> **Problem details**
All lines below are to be output exactly as they stand.

Top of Extracted records

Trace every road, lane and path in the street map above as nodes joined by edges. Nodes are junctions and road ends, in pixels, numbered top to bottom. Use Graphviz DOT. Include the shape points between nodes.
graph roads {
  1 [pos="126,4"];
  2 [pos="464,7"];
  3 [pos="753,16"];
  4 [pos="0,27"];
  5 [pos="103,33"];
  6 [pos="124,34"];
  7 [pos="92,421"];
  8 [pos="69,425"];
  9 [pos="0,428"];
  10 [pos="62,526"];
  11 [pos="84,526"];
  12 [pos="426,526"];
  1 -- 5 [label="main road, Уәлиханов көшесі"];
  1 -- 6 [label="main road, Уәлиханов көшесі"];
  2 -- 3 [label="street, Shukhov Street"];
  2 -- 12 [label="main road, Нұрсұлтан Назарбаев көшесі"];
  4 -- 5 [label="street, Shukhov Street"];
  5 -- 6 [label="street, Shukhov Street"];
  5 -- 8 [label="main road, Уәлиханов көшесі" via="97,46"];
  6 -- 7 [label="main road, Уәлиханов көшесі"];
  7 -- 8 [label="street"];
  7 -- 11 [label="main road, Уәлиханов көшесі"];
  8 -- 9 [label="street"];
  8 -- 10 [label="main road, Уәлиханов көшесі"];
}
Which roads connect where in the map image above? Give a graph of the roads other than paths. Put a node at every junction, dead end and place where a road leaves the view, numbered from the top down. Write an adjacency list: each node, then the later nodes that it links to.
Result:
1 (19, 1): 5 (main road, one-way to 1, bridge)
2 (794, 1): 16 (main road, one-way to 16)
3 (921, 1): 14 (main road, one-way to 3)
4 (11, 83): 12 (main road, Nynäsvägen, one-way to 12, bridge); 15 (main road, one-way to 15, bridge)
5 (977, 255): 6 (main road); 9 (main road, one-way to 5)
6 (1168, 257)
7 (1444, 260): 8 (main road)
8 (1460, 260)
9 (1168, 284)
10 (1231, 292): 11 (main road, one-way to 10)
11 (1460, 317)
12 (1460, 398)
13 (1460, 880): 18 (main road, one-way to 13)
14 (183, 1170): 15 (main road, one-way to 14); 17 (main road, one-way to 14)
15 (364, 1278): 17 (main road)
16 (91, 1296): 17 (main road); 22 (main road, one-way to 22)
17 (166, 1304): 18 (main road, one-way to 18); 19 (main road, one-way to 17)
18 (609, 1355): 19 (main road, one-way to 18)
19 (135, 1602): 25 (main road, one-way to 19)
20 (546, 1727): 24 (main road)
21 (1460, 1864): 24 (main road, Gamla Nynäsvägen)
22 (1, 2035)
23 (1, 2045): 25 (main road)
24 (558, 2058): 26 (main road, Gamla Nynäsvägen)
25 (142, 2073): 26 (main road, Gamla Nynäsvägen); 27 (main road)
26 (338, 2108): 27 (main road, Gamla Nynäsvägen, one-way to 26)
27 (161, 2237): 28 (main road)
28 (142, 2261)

Bottom of Extracted records

> **Written answer**
Trace every road, lane and path in the street map above as nodes joined by edges. Nodes are junctions and road ends, in pixels, numbered top to bottom. Use Graphviz DOT. Include the shape points between nodes.
graph roads {
  1 [pos="126,4"];
  2 [pos="464,7"];
  3 [pos="753,16"];
  4 [pos="0,27"];
  5 [pos="103,33"];
  6 [pos="124,34"];
  7 [pos="92,421"];
  8 [pos="69,425"];
  9 [pos="0,428"];
  10 [pos="62,526"];
  11 [pos="84,526"];
  12 [pos="426,526"];
  1 -- 5 [label="main road, Уәлиханов көшесі"];
  1 -- 6 [label="main road, Уәлиханов көшесі"];
  2 -- 3 [label="street, Shukhov Street"];
  2 -- 12 [label="main road, Нұрсұлтан Назарбаев көшесі"];
  4 -- 5 [label="street, Shukhov Street"];
  5 -- 6 [label="street, Shukhov Street"];
  5 -- 8 [label="main road, Уәлиханов көшесі" via="97,46"];
  6 -- 7 [label="main road, Уәлиханов көшесі"];
  7 -- 8 [label="street"];
  7 -- 11 [label="main road, Уәлиханов көшесі"];
  8 -- 9 [label="street"];
  8 -- 10 [label="main road, Уәлиханов көшесі"];
}
Which roads connect where in the map image above? Give a graph of the roads other than paths. Put a node at every junction, dead end and place where a road leaves the view, numbered from the top down. Write an adjacency list: each node, then the later nodes that it links to.
Result:
1 (19, 1): 5 (main road, one-way to 1, bridge)
2 (794, 1): 16 (main road, one-way to 16)
3 (921, 1): 14 (main road, one-way to 3)
4 (11, 83): 12 (main road, Nynäsvägen, one-way to 12, bridge); 15 (main road, one-way to 15, bridge)
5 (977, 255): 6 (main road); 9 (main road, one-way to 5)
6 (1168, 257)
7 (1444, 260): 8 (main road)
8 (1460, 260)
9 (1168, 284)
10 (1231, 292): 11 (main road, one-way to 10)
11 (1460, 317)
12 (1460, 398)
13 (1460, 880): 18 (main road, one-way to 13)
14 (183, 1170): 15 (main road, one-way to 14); 17 (main road, one-way to 14)
15 (364, 1278): 17 (main road)
16 (91, 1296): 17 (main road); 22 (main road, one-way to 22)
17 (166, 1304): 18 (main road, one-way to 18); 19 (main road, one-way to 17)
18 (609, 1355): 19 (main road, one-way to 18)
19 (135, 1602): 25 (main road, one-way to 19)
20 (546, 1727): 24 (main road)
21 (1460, 1864): 24 (main road, Gamla Nynäsvägen)
22 (1, 2035)
23 (1, 2045): 25 (main road)
24 (558, 2058): 26 (main road, Gamla Nynäsvägen)
25 (142, 2073): 26 (main road, Gamla Nynäsvägen); 27 (main road)
26 (338, 2108): 27 (main road, Gamla Nynäsvägen, one-way to 26)
27 (161, 2237): 28 (main road)
28 (142, 2261)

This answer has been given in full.